ASSIGNED TASK:
The only thing to send back is the number of lines below that hold the string "nodes".

====== RECORDS

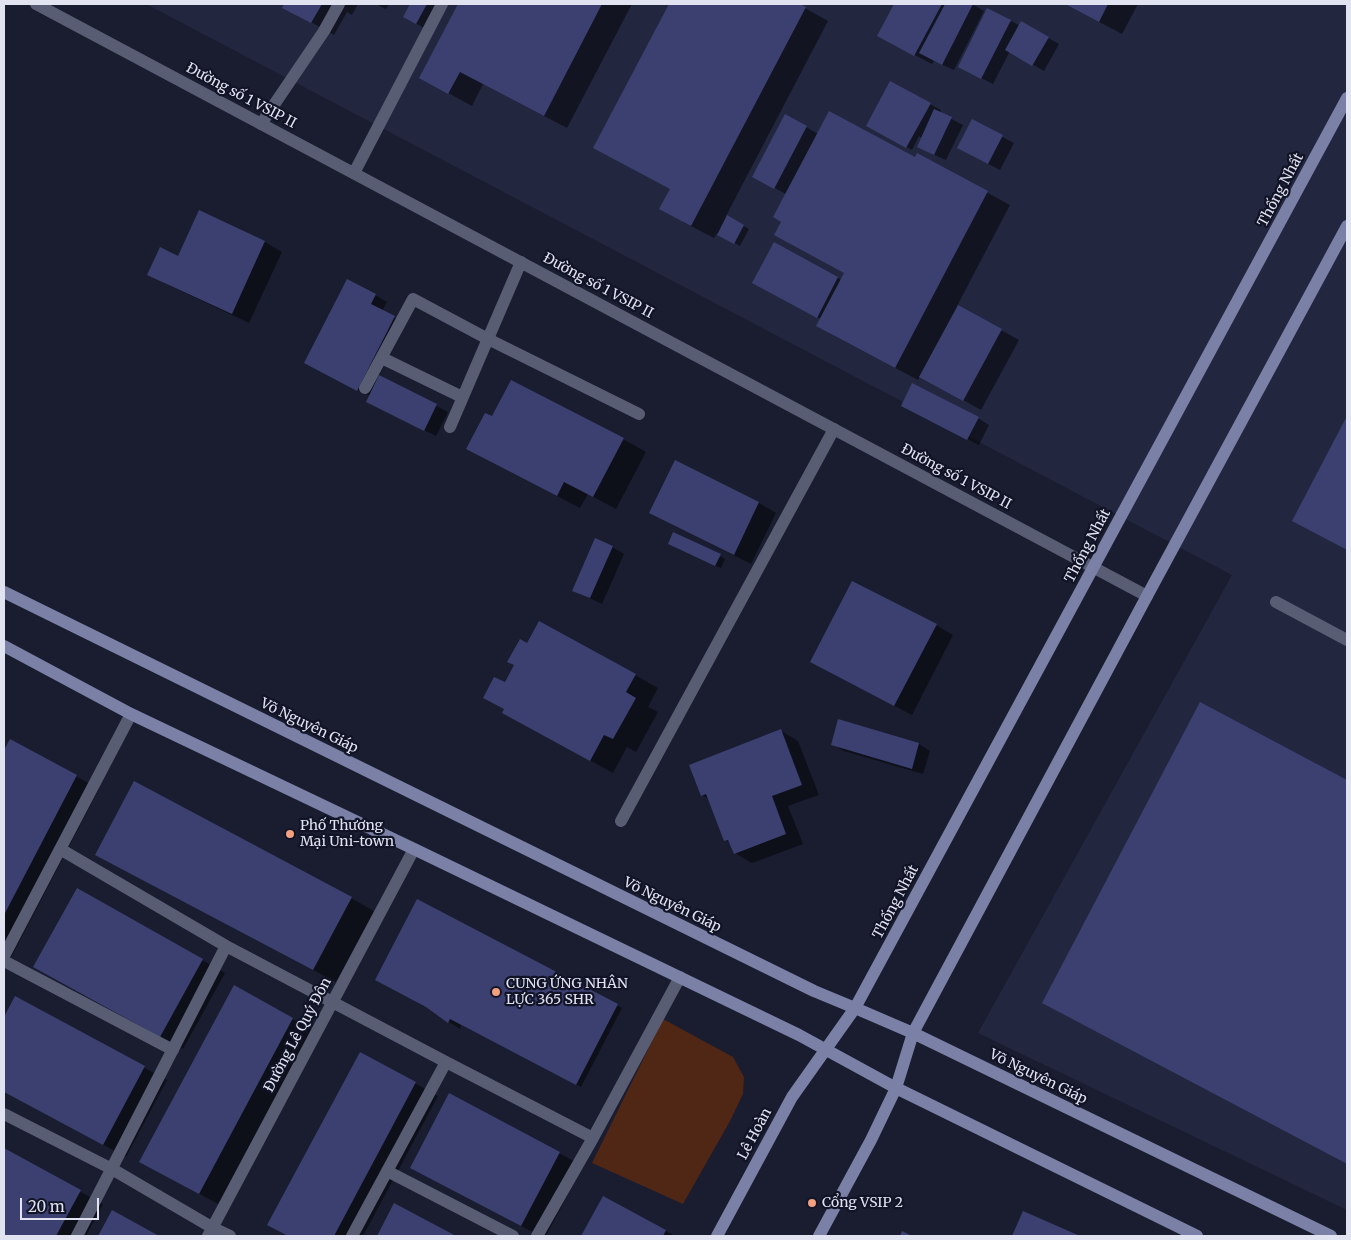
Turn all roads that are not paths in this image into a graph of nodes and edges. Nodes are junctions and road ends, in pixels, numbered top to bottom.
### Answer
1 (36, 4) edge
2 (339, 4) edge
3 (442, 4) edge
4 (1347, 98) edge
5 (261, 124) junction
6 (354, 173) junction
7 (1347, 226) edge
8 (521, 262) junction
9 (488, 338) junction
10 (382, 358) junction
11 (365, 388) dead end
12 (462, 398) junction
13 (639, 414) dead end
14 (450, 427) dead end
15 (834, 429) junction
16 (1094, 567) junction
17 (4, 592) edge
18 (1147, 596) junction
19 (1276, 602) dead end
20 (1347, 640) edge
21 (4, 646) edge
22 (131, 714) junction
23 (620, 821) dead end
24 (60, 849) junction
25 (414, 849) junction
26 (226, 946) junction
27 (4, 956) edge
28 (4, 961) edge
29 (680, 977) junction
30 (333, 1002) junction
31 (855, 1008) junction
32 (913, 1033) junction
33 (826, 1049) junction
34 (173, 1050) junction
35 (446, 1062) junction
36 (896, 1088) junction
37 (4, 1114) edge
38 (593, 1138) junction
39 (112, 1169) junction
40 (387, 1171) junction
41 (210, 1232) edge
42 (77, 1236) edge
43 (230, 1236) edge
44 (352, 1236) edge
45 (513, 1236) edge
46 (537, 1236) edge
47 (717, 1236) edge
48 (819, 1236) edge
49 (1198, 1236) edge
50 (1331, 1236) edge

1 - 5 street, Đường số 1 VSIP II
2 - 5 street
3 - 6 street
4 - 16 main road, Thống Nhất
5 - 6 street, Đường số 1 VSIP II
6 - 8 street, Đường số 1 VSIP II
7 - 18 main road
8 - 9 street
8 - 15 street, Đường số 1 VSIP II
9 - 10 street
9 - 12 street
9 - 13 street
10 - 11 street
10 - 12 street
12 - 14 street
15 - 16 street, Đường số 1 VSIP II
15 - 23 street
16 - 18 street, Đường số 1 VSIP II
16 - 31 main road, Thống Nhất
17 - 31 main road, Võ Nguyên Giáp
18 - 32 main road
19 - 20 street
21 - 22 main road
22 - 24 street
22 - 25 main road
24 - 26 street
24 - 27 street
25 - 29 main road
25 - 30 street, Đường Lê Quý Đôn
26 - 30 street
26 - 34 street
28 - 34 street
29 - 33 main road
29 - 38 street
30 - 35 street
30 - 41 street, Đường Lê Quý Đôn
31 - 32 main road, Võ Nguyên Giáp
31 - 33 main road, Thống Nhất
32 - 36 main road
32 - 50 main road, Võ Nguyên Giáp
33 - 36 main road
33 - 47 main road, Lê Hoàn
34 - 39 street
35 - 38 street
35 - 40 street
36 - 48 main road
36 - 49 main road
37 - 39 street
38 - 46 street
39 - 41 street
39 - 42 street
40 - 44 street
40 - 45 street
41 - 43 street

============
====== RECORDS

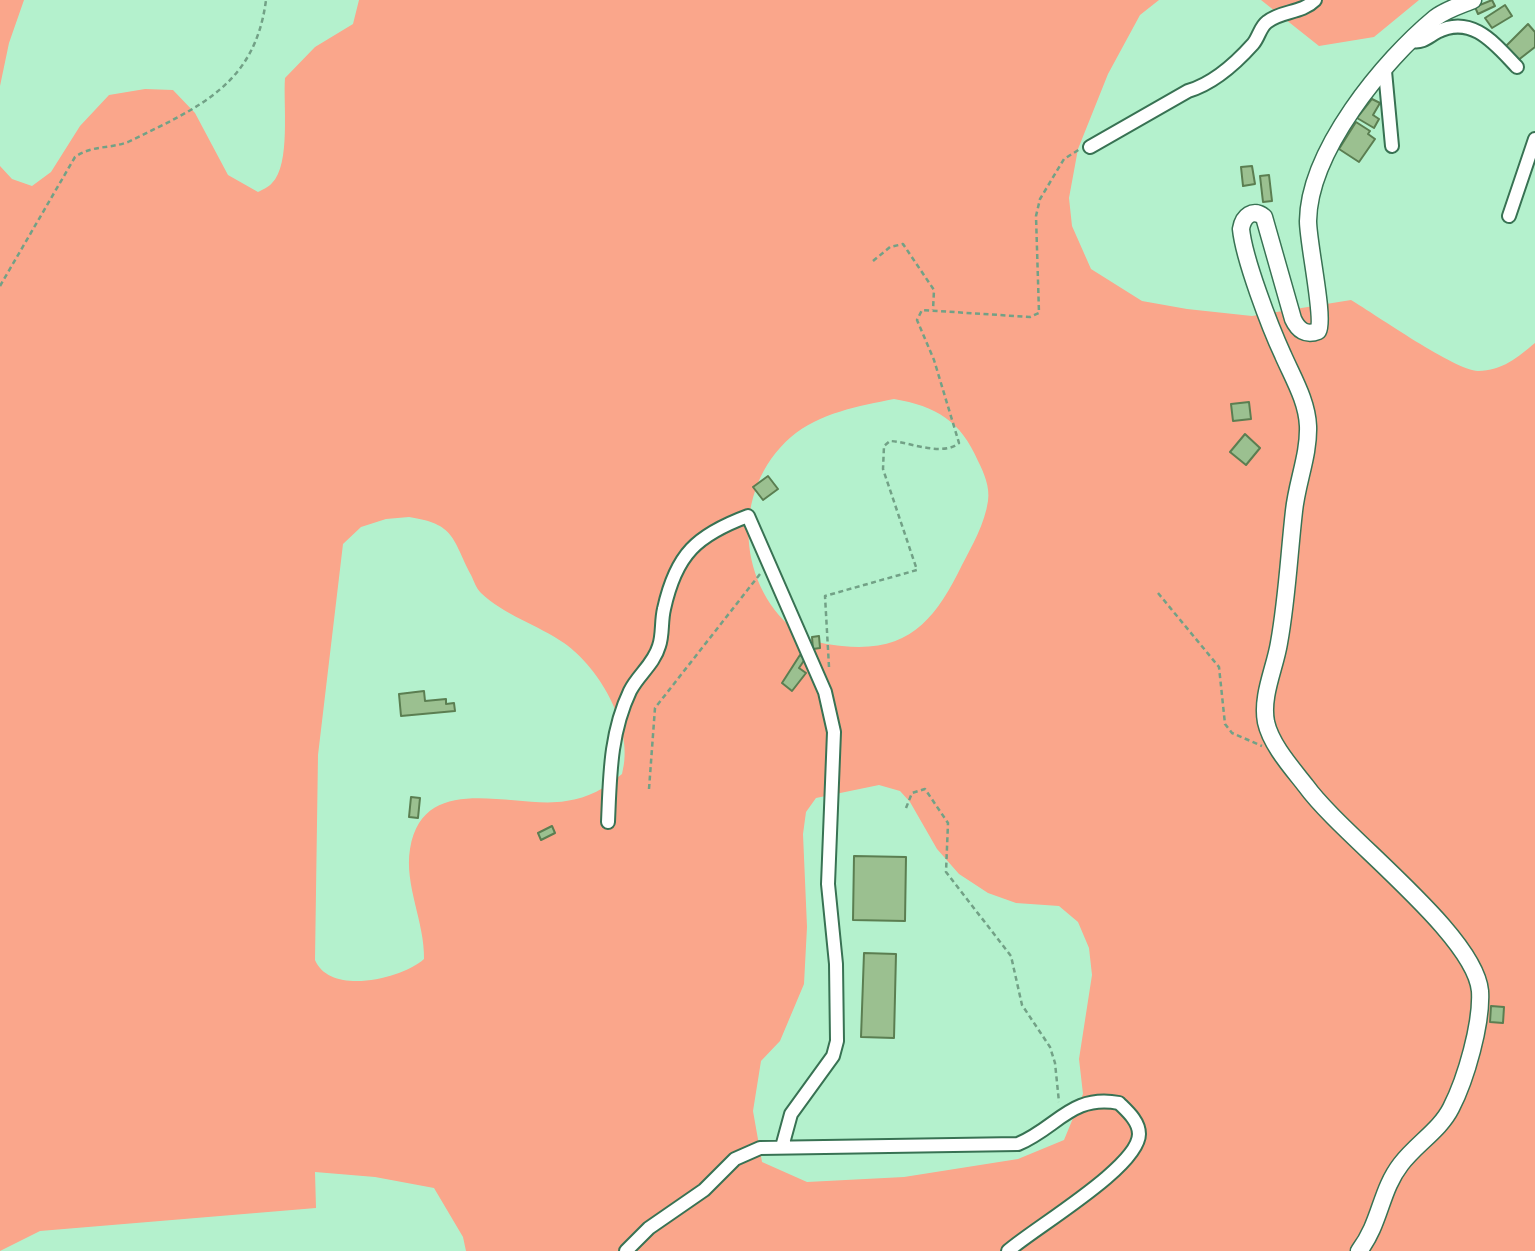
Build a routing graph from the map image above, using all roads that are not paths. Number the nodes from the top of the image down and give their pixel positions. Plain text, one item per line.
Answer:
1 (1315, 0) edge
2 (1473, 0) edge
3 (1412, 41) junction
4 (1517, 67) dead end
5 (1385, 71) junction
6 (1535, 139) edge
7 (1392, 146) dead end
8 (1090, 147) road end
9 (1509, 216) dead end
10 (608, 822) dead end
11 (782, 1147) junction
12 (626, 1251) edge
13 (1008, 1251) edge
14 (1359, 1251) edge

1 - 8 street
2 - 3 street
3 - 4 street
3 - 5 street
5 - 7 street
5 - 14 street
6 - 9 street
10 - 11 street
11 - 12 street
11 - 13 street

============
====== RECORDS

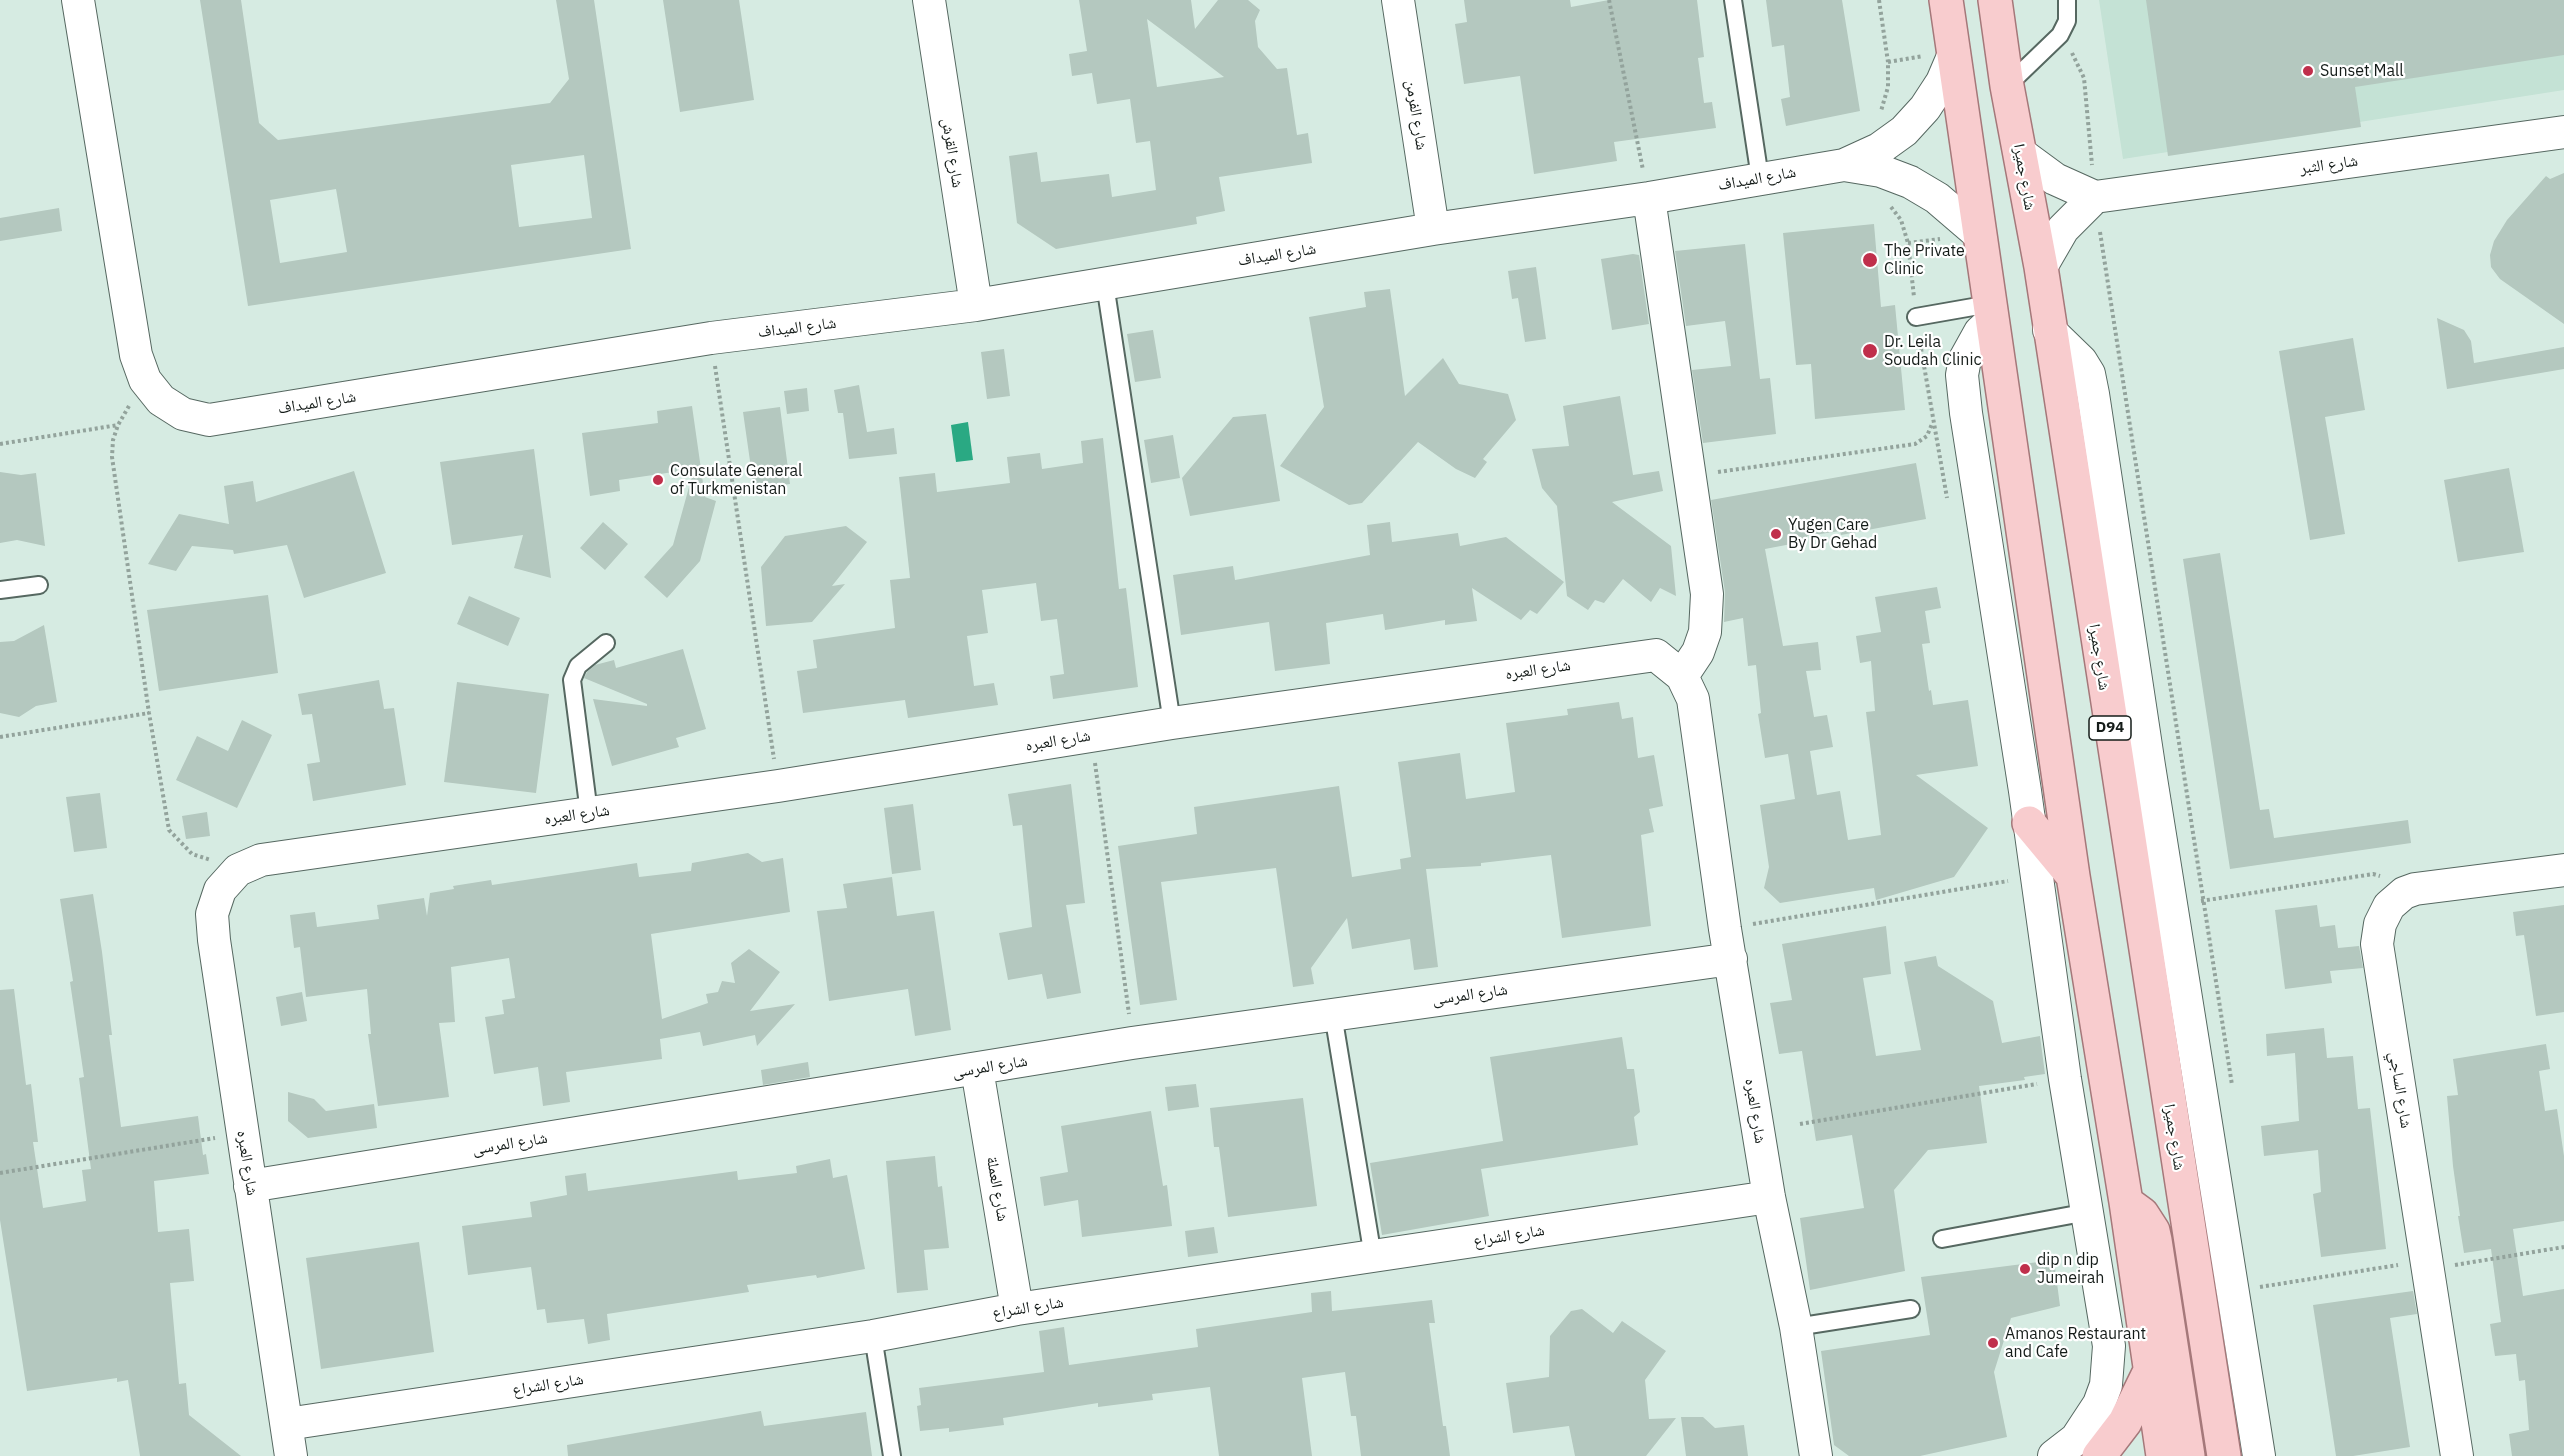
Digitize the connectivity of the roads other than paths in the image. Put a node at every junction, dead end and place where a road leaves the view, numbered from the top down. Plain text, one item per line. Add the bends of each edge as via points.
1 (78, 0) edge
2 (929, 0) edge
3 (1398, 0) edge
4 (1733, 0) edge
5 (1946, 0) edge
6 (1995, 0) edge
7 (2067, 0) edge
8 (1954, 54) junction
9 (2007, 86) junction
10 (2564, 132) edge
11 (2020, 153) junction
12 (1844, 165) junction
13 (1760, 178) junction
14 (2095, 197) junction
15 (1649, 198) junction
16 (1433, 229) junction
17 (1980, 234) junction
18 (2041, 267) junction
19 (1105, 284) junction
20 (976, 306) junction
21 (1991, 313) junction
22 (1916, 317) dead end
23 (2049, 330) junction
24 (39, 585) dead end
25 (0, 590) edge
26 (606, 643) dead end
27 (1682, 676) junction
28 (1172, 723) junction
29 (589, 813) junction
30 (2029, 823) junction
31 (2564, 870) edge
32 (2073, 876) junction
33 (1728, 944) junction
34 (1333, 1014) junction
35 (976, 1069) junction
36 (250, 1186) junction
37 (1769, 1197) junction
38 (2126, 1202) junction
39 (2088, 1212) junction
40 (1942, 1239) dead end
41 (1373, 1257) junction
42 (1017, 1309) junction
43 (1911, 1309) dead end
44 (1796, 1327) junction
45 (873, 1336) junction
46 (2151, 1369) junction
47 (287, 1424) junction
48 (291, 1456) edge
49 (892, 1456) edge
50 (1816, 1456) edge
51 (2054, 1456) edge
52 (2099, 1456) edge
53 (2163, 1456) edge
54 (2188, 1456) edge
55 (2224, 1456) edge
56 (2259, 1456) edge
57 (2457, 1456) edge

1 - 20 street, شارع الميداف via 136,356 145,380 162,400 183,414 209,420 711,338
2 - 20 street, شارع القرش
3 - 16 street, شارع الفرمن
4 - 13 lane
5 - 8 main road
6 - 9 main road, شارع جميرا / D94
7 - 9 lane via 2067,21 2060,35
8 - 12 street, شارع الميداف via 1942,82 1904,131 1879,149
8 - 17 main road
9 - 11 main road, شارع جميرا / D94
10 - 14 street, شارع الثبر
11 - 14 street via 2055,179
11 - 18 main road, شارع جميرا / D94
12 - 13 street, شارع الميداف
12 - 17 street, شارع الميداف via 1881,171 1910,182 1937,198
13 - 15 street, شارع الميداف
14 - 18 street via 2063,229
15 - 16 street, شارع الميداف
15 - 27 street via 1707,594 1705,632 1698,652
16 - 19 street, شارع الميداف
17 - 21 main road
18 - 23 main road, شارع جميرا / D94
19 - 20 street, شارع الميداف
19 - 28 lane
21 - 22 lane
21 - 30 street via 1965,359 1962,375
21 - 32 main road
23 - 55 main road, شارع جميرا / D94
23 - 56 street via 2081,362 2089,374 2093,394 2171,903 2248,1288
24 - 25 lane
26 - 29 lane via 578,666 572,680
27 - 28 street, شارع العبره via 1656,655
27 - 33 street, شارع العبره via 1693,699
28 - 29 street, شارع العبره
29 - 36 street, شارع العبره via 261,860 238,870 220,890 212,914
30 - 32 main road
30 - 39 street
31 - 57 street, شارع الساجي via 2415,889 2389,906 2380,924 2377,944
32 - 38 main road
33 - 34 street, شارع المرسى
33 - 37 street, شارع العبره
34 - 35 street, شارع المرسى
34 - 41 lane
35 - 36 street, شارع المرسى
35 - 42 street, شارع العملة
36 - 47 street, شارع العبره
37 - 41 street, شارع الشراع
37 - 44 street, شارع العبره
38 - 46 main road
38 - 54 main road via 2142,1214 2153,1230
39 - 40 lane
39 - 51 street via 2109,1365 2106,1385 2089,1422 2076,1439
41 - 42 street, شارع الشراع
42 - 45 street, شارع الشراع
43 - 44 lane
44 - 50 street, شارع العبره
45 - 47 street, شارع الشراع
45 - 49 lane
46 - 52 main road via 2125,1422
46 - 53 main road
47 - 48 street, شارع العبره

============

SOLUTION TO THIS EXERCISE:
2